That cozy sounds REALLY familiar. I am going to go through my saved filed and see if I have it.


----------



## kippyfure

That's the one I have--just went into my "archives", there it was--boy I feel sorry for those who are computerphobic. I have so much fun packed into this 1-1/2"x10"x14" little wonder!!!



Carolcatz said:


> Thanks Sylvia, my 2 torties, I have 9 others, assorted colours.
> 
> I was right, my friend gave a cosy pattern to me.
> It's only different in the fact that the shells are on top of one another, rather than alternating.
> Dated 2006, name cupcakeqld Australia, is the only info I have about it, but it was free.
> So anyone interested should be able to find it.
> FOUND IT
> http://crochetroo.blogspot.com/2006/05/scallop-tea-cosy-instructions.html
> Great large pic if you click on it within the pattern


----------



## kippyfure

speaking of torties, meet Jane--and Margaux and Marielle, the Hemingway twins-----



Carolcatz said:


> Thanks Sylvia, my 2 torties, I have 9 others, assorted colours.
> 
> I was right, my friend gave a cosy pattern to me.
> It's only different in the fact that the shells are on top of one another, rather than alternating.
> Dated 2006, name cupcakeqld Australia, is the only info I have about it, but it was free.
> So anyone interested should be able to find it.
> FOUND IT
> http://crochetroo.blogspot.com/2006/05/scallop-tea-cosy-instructions.html
> Great large pic if you click on it within the pattern


----------



## JoanL

H THAT IS SO SO CUTE...AND I NEED A COSY


----------



## SylviaC

kippyfure said:


> speaking of torties, meet Jane--and Margaux and Marielle, the Hemingway twins-----
> 
> 
> 
> Carolcatz said:
> 
> 
> 
> Thanks Sylvia, my 2 torties, I have 9 others, assorted colours.
> 
> I was right, my friend gave a cosy pattern to me.
> It's only different in the fact that the shells are on top of one another, rather than alternating.
> Dated 2006, name cupcakeqld Australia, is the only info I have about it, but it was free.
> So anyone interested should be able to find it.
> FOUND IT
> http://crochetroo.blogspot.com/2006/05/scallop-tea-cosy-instructions.html
> Great large pic if you click on it within the pattern
Click to expand...

Beautiful cats - my avatar is Penelope DeVille sitting in my stash . I was going through it when she decided I was not putting it back, this was now her place. I call her Penny, my son originally owned her then had to move because of work so I inherited her 16 years ago.

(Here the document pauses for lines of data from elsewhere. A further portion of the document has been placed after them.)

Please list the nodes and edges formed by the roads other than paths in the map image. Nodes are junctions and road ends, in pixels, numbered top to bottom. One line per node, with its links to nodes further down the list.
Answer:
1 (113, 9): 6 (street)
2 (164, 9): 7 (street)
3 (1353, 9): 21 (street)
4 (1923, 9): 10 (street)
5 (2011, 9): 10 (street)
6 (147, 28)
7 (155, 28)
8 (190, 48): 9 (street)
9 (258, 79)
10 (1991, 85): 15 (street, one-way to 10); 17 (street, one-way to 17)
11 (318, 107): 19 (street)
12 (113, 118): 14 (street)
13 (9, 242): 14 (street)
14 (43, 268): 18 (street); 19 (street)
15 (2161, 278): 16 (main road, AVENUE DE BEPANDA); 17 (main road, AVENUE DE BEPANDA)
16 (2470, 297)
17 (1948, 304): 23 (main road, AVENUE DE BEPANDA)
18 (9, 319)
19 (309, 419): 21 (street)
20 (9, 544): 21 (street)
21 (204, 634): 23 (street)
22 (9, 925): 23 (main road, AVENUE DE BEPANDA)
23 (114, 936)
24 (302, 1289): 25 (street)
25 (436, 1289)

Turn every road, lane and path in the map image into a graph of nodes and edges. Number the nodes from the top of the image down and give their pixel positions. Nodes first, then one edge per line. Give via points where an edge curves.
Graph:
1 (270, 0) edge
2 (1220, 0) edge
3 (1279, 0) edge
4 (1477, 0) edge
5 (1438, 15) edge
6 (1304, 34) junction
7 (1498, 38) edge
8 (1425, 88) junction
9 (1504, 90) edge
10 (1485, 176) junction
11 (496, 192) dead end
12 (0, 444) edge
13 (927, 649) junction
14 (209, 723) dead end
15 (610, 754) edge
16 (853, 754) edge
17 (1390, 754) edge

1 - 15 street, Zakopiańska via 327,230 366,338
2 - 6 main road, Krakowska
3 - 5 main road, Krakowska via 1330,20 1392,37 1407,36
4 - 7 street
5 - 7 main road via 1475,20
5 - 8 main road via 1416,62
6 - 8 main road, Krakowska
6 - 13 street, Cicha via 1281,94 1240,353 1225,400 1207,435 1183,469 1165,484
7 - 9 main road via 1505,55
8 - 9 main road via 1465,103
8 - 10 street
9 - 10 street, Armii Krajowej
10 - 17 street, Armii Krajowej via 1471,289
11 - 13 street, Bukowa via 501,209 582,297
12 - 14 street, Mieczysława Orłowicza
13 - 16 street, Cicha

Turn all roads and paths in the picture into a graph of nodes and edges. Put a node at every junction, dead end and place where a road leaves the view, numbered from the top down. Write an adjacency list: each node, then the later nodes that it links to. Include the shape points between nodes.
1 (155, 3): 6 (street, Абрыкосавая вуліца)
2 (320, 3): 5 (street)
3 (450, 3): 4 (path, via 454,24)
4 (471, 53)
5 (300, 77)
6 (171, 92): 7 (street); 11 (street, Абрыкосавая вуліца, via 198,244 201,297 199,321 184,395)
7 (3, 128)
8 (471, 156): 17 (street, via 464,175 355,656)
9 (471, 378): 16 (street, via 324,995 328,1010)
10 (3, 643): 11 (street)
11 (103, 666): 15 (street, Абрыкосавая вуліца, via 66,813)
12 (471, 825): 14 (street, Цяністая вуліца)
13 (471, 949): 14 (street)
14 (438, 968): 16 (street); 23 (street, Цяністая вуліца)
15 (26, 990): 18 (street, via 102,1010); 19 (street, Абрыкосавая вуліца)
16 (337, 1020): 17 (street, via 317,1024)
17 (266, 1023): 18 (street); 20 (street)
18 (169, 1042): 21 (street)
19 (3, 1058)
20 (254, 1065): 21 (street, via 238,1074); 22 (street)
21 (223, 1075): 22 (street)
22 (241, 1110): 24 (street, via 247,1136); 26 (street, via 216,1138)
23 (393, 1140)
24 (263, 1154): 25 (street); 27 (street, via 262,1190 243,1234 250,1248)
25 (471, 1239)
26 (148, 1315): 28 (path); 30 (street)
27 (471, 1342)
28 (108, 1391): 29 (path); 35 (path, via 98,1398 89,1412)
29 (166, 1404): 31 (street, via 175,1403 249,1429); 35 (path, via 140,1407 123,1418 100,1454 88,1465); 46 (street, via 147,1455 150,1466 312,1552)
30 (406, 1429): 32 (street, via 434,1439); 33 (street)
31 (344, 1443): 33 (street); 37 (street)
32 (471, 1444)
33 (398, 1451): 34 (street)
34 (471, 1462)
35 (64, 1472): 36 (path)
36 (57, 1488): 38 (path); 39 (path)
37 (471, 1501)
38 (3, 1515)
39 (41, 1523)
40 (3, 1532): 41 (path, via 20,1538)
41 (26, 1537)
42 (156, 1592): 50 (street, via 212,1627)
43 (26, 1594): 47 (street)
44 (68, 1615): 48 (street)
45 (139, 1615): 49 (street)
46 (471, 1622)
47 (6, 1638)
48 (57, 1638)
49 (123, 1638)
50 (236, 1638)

I have also now copied the tea cozy - so beautiful but I will not do the twisted cord, it cheapens the effect I think. I might do loops of chain st of the top colour.


----------



## samazon

Thanks for posting that pattern Carolcatz that is just to cute :-D


----------



## Msj

No, no, guys! Think Crocodile. It's making a great croc miniature!


----------



## glnwhi

anyone know where I can get the wristwarmers or fingerless mittens with the crock stitch? Thanks


----------



## evesch

glnwhi said:


> anyone know where I can get the wristwarmers or fingerless mittens with the crock stitch? Thanks


Well, I just got the pdf version of the Crocodile Stitch book from Annies Attic for $14.95 this morning and it has two different patterns in it for fingerless mitts in it. The one I have picture in earlier post and another one plus lots more patterns.


----------



## didough

Carolcatz said:


> Think I've seen this stitch used as a tea cosy


http://crochetroo.blogspot.com/2006/05/scallop-tea-cosy-instructions.html


----------



## Carolcatz

That's the link I'd already put in


----------



## Christi

Is there a site that shows through pics instead of video.........my dial up is why to slow to download anything.


----------



## didough

Christi said:


> Is there a site that shows through pics instead of video.........my dial up is why to slow to download anything.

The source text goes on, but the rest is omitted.